Saved data entries
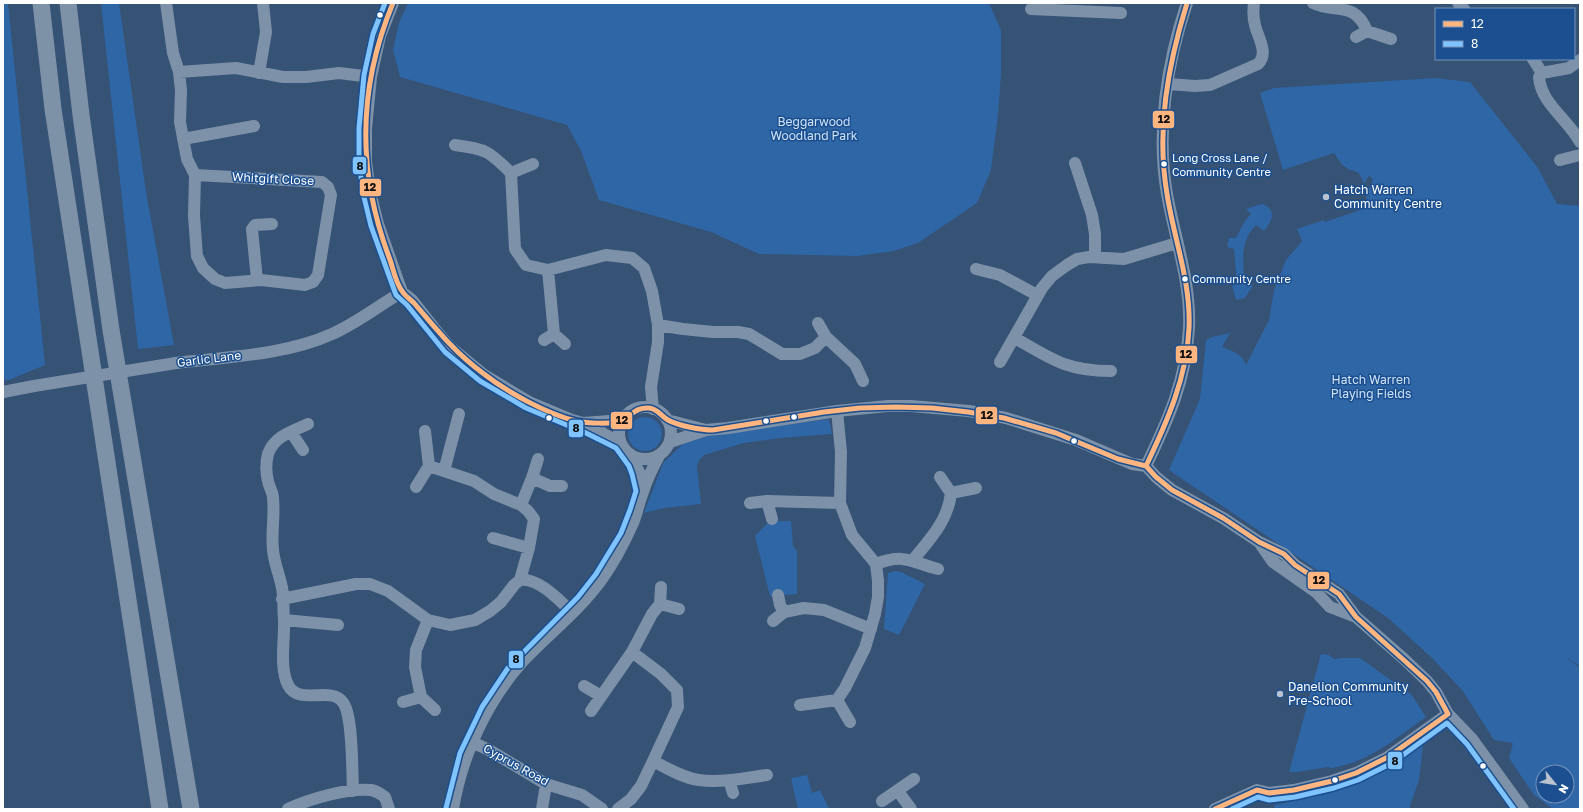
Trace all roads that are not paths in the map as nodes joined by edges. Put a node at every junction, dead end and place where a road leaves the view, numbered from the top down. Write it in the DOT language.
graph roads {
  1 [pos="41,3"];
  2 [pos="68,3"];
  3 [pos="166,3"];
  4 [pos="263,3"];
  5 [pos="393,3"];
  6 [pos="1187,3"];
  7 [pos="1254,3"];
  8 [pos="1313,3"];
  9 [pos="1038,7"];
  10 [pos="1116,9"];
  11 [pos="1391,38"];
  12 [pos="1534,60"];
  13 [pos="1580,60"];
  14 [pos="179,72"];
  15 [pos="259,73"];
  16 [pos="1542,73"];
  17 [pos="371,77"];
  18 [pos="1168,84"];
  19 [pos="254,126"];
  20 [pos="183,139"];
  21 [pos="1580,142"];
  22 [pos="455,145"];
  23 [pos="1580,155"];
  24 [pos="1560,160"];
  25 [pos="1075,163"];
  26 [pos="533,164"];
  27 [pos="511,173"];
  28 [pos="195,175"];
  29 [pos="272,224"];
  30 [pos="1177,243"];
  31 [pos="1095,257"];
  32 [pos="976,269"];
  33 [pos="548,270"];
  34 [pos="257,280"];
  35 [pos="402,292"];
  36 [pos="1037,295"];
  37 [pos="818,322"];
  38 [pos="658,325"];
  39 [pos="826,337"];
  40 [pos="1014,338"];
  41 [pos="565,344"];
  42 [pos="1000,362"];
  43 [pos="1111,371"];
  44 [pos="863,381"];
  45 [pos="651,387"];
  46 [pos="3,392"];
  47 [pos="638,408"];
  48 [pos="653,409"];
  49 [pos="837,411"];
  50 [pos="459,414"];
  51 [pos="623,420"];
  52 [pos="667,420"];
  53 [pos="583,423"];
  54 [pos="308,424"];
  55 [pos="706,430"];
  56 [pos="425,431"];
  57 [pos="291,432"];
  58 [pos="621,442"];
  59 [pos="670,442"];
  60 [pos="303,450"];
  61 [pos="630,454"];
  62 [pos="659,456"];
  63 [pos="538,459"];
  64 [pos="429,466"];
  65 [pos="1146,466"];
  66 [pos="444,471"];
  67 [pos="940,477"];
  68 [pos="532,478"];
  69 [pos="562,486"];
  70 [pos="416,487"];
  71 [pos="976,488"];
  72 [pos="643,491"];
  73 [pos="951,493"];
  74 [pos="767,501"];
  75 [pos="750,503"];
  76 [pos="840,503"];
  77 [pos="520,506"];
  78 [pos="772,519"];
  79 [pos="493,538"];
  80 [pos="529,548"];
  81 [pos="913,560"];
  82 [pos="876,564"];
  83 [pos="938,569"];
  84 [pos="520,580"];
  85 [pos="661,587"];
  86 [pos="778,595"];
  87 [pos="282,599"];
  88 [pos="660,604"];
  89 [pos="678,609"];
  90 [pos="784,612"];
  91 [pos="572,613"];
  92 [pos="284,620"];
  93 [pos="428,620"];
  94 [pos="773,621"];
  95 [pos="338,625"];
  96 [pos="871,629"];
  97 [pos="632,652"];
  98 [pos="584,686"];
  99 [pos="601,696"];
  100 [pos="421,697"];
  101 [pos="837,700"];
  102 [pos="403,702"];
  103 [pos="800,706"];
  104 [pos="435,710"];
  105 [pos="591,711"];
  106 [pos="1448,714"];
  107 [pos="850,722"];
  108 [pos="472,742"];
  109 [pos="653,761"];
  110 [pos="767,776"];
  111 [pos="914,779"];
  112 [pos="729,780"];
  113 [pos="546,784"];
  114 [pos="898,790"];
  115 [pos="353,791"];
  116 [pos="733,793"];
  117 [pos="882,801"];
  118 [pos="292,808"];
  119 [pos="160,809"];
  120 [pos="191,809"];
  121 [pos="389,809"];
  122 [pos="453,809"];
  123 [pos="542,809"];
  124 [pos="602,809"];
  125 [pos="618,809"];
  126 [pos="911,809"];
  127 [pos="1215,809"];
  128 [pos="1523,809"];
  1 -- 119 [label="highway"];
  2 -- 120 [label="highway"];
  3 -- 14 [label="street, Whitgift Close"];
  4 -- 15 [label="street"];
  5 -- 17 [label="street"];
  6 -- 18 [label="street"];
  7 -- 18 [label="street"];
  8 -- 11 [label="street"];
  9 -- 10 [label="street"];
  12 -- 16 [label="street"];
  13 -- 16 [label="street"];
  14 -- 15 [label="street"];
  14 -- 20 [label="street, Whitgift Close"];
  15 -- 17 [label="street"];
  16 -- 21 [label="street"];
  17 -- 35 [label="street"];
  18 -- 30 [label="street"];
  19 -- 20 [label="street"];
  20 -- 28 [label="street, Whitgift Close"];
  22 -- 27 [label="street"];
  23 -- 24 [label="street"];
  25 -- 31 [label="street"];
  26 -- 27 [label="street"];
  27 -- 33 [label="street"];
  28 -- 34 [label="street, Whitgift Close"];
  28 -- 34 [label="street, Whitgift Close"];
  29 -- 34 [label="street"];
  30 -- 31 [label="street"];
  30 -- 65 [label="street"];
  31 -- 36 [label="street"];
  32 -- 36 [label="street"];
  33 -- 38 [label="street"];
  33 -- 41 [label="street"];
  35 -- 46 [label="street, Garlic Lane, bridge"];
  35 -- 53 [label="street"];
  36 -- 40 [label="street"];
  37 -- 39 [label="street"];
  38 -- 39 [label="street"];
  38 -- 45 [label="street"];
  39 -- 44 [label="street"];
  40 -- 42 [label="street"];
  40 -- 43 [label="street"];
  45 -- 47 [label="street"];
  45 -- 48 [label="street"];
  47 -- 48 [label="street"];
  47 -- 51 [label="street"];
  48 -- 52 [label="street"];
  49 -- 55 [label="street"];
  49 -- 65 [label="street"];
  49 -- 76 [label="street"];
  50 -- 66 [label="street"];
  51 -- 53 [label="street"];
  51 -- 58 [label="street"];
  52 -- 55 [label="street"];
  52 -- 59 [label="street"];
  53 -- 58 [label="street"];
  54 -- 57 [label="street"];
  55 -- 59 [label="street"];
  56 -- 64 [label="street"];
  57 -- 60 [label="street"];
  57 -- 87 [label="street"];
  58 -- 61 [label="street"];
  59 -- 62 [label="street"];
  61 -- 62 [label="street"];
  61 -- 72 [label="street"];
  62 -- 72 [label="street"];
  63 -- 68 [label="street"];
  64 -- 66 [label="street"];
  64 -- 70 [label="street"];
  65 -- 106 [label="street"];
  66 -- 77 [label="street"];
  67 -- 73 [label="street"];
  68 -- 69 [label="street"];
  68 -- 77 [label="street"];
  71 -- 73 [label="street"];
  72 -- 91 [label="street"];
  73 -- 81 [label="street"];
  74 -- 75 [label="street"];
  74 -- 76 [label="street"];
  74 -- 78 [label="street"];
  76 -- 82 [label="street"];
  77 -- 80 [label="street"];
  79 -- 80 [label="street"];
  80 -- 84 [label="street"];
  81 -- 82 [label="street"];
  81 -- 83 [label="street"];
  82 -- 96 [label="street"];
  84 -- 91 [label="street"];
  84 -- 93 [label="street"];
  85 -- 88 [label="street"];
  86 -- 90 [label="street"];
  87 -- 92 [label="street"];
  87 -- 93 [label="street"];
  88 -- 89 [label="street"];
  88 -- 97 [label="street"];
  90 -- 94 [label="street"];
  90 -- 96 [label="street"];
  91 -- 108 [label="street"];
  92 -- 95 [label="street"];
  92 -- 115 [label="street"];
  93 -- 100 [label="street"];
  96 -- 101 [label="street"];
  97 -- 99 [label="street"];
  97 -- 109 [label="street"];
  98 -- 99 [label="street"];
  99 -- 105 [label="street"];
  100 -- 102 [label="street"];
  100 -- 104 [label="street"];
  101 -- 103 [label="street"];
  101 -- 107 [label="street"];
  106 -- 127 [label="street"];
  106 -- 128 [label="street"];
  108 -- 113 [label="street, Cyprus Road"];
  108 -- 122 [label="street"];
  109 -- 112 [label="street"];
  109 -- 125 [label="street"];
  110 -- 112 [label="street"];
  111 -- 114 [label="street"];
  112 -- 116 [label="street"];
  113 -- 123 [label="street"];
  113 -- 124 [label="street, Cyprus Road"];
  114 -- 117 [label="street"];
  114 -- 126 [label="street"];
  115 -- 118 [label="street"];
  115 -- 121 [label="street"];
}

### What you need to do
Answer with a number only: how many lines above have the word "roads"?

### Task output
2